1001 Albums You Must Hear Before You Die: 116. The Incredible String Band – The Hangman’s Beautiful Daughter (1968)

 

Another album where the cover and title deceived me. I was expecting maybe a return to country music, but this is more avant-garde, early prog stuff (labelled on Wikipedia as acid folk). The Minotaur’s Song answers the never-asked question of what it would be like if Gilbert and Sullivan dropped acid (“I’m the original discriminating buffalo-man/ I do what’s bad whenever I can”). Other tracks are even stranger, wandering musings on life and spirituality, amoebas and water, played on a collection of odd assorted instruments among which are sitar, harpsichord, pan pipes and dulcimer.

Lead singer and musician Robin Williamson (not to be confused with Robin Williams, but sharing a similar penchant for free-form maundering) has a bit of a droning, nasal voice which I found kind of wearing after a while; I think the songs might be better if sung by somebody else. It reminded me naggingly of somebody else, with Scottish chanted/spoken vocals over a harmonium, like a hippy Methodist service. I think perhaps it was comedian/musician Ivor Cutler that I was thinking of.

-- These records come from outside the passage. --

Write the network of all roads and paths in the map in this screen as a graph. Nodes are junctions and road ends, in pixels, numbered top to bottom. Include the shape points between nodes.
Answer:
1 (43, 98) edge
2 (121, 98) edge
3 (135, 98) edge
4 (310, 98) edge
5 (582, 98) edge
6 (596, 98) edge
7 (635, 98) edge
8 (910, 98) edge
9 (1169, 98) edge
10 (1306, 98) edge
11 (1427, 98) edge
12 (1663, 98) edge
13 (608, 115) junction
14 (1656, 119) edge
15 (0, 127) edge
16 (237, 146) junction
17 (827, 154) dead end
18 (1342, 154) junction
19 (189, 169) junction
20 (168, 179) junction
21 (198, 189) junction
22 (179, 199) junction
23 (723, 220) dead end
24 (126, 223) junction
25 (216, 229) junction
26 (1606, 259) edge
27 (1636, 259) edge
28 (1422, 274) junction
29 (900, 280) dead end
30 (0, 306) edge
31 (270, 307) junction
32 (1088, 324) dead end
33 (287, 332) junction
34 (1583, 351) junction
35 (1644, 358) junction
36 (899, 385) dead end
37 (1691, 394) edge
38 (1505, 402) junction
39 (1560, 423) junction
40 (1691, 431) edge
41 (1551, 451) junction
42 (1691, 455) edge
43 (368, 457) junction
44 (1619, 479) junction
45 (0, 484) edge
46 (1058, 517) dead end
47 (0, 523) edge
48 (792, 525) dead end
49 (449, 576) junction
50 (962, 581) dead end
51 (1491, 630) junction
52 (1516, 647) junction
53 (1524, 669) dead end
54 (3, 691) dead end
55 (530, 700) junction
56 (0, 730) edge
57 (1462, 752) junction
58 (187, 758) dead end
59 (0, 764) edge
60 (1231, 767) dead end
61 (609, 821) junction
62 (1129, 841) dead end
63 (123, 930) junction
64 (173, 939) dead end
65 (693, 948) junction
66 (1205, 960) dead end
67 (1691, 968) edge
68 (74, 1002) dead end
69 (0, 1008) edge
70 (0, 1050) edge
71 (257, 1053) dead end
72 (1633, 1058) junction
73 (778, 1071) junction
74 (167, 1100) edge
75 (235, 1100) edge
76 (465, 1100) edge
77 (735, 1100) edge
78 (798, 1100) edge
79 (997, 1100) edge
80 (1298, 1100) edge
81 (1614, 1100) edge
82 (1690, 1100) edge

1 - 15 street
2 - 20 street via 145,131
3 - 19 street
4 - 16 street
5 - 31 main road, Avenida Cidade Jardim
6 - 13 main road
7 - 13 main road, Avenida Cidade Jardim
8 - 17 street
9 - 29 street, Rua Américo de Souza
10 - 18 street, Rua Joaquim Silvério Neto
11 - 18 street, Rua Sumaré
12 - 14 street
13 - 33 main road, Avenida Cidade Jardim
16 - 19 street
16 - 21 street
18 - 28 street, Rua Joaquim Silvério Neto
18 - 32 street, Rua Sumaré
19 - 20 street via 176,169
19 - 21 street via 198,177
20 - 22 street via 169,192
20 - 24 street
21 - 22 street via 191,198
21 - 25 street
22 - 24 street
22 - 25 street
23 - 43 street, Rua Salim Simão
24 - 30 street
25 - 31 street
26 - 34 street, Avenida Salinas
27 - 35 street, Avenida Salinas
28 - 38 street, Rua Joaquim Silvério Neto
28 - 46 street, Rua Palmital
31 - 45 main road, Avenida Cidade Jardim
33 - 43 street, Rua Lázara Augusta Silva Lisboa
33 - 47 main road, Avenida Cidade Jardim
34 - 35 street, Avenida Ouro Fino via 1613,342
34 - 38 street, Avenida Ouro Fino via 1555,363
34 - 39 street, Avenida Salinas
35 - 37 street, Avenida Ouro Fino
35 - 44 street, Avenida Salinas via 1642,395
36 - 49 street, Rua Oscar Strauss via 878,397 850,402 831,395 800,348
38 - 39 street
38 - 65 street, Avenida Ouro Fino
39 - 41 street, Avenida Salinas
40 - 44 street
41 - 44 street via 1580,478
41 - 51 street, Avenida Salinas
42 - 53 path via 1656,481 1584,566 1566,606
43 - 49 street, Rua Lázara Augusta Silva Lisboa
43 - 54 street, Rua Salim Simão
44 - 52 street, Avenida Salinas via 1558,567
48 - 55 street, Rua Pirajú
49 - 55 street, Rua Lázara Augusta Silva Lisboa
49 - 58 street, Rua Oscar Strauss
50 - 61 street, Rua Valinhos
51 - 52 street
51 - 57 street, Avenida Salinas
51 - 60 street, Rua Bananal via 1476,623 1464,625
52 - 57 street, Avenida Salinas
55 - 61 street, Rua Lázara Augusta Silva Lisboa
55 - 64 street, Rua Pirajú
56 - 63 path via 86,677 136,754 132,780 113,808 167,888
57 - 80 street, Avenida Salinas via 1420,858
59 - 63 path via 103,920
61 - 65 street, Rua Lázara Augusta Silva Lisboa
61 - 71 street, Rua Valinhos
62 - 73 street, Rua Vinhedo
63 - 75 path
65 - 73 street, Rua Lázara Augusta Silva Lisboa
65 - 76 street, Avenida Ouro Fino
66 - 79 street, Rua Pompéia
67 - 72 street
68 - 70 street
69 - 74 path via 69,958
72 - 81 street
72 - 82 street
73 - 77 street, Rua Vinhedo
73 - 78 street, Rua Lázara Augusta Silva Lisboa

Strangely eclectic and wonderfully bizarre, especially the suite of music called A Very Cellular Song. I don’t think it’s something I’ll rush back to, but it’s also an album that I will remember for a long time. I was pondering this, and which of the 115 previous albums I have much recollection of, and it tends to be the oddball and novel that stand out. I couldn’t, for example, name any song from the Everly Brothers album, but I can remember most from, say Nina Simone or Charles Mingus. Pleasant and tuneful is good (I think this would be terrible torture if *all* of the albums were like Mingus or Zappa), you need the unusual as well.